It is being said that FinTech firms enjoy lower operating costs, and can more easily react to consumers’ individual needs as they have greater access to a range of information about them. For their part, established banks have networks across scale, an existing, loyal customer base, strong institutional trust and built-in regulatory compliance.
This showdown has intensified competition in the financial services market which is likely to mean greater choice for consumers.
FinTech can offer solutions that are efficient and effective at lower scale which will benefit small businesses and provide them with increased access to more diverse funding options. Innovative FinTech products can be better tailored to the needs of small businesses.
This all comes at a price.
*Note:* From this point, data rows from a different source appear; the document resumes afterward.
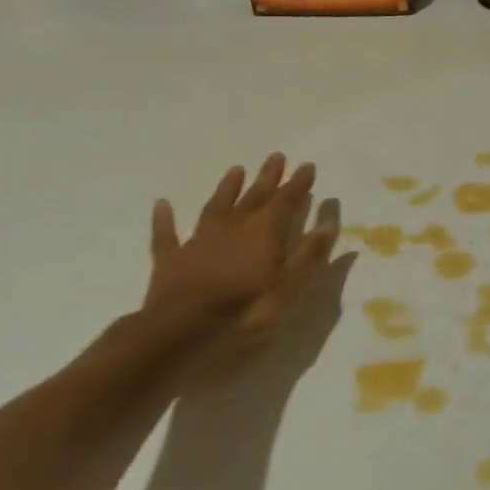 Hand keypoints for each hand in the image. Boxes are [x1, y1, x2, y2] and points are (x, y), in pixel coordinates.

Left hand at [144, 154, 338, 375]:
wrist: (180, 332)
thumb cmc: (244, 312)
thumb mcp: (289, 287)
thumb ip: (308, 254)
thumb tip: (327, 224)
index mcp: (265, 232)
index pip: (287, 201)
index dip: (298, 183)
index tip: (307, 165)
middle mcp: (234, 227)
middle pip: (254, 197)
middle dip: (268, 177)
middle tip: (276, 156)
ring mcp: (200, 241)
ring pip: (216, 207)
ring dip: (227, 189)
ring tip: (236, 169)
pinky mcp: (171, 260)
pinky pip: (167, 235)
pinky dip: (165, 219)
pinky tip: (162, 204)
According to Bankrate: https://www.bankrate.com/loans/personal-loans/rates/ the highest interest rates charged are as follows:
|FinTech Company||Loan size offered||Interest Rate Range|
|Lending Club||Personal loans from $1,000 to $40,000||6.95 – 35.89%|
|Upstart||Personal loans $1,000 to $50,000||7.74 -29.99 %|
|Prosper||More than $10 billion loans funded through Prosper||6.95 -35.99 %|
|Avant||Personal loans from $2,000 to $35,000 online.||6.95 -35.99 %|
|LendingPoint||Personal loans from $2,000 to $25,000||15.49 -34.99 %|
Who can survive a 35% interest rate charge? Situation may lead to revolving loans and more indebtedness?